▶ [WORK INSTRUCTIONS]: Read the records beneath this task and copy every line that contains the string "junctions".

DATA EXTRACTS Block Start

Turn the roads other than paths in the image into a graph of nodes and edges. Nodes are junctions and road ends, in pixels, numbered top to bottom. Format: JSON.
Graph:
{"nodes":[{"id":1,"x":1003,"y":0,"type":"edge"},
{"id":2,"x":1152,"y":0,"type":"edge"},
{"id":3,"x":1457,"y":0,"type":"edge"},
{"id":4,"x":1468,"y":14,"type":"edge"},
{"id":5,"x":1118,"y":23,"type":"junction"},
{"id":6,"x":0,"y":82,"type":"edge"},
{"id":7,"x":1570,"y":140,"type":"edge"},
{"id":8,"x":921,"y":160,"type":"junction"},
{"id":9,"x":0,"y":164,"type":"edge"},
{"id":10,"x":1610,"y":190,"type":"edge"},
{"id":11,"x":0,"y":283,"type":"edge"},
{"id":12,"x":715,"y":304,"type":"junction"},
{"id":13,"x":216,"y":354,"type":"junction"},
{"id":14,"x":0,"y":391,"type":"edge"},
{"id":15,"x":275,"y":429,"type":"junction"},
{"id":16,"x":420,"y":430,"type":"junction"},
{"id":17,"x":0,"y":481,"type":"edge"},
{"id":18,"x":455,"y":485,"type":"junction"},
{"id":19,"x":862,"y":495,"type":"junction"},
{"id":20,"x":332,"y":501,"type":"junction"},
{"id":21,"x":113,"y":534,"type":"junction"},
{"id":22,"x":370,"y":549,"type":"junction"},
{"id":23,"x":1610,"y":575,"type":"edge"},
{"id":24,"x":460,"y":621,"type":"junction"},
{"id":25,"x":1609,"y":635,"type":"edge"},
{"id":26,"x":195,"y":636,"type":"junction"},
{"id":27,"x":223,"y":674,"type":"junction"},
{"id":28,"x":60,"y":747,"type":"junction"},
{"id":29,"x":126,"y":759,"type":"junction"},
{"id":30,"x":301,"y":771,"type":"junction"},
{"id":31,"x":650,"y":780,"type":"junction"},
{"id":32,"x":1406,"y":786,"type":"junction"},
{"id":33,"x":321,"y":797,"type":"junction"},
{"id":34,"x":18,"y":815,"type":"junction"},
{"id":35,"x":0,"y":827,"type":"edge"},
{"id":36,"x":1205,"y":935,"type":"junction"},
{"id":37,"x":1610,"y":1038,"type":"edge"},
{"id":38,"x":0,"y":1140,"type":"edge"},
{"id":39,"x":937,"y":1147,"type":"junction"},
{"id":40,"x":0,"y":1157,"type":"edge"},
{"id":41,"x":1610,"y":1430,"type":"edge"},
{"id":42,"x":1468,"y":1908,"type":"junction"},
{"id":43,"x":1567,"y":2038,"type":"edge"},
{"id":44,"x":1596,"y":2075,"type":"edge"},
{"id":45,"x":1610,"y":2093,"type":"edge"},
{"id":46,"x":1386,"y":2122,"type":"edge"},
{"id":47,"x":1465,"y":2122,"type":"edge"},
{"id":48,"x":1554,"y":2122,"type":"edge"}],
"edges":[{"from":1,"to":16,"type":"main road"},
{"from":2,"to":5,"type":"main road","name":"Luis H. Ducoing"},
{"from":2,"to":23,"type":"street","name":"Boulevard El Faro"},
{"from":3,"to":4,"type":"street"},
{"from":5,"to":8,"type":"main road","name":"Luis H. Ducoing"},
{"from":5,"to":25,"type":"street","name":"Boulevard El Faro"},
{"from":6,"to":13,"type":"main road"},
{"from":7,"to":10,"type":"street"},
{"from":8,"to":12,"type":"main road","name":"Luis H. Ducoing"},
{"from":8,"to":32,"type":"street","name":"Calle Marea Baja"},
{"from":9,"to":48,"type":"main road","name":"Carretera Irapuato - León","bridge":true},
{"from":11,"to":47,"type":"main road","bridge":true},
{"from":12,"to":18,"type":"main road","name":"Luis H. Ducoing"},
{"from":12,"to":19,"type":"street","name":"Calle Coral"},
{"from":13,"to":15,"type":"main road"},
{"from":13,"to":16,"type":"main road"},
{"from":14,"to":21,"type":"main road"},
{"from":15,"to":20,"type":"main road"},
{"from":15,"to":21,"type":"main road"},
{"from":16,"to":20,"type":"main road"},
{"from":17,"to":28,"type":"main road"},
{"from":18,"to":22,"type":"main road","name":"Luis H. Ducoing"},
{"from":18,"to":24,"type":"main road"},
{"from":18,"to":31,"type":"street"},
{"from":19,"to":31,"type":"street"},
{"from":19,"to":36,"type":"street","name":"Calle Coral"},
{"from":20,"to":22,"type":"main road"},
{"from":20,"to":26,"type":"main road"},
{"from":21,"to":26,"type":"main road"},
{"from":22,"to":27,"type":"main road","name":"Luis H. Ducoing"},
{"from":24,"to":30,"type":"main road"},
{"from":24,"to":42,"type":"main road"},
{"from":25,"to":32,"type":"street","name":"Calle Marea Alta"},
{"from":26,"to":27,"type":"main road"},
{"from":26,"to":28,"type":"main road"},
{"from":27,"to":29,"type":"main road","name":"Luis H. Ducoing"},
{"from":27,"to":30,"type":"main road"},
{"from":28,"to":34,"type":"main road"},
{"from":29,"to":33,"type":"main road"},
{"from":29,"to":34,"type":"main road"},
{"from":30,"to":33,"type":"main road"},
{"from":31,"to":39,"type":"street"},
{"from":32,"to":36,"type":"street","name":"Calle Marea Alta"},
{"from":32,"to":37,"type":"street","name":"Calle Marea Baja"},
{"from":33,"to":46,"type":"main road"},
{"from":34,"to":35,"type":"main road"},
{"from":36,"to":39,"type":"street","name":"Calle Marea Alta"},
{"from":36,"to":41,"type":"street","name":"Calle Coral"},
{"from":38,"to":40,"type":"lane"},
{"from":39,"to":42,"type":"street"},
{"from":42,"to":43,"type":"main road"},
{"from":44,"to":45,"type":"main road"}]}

DATA EXTRACTS Block End
DATA EXTRACTS Block Start

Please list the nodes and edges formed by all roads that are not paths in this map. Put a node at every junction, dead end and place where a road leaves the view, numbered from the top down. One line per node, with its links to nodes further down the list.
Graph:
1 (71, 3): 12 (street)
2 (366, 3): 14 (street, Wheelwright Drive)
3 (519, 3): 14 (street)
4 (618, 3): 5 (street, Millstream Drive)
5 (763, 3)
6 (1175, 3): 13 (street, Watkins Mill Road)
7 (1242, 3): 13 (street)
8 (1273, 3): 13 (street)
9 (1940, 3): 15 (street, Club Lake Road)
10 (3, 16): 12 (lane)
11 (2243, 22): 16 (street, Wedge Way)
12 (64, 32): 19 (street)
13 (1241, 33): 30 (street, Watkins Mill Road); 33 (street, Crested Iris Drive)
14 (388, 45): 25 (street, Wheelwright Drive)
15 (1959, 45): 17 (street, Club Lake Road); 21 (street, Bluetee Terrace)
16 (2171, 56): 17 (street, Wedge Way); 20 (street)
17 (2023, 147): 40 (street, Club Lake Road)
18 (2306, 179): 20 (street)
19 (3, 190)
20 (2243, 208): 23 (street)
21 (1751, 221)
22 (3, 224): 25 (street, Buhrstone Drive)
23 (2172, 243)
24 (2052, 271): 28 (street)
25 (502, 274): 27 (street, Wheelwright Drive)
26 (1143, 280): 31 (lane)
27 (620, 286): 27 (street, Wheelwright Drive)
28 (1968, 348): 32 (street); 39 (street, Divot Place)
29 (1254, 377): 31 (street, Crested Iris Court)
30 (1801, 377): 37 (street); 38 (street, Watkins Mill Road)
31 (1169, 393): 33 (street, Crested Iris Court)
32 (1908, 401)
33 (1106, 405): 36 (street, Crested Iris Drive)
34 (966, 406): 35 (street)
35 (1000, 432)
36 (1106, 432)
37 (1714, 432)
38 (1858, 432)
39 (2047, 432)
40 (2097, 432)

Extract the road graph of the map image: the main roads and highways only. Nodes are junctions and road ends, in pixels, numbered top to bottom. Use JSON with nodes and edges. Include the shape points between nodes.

DATA EXTRACTS Block End

▶ [ANSWER BOX]:
Turn the roads other than paths in the image into a graph of nodes and edges. Nodes are junctions and road ends, in pixels, numbered top to bottom. Format: JSON.
Extract the road graph of the map image: the main roads and highways only. Nodes are junctions and road ends, in pixels, numbered top to bottom. Use JSON with nodes and edges. Include the shape points between nodes.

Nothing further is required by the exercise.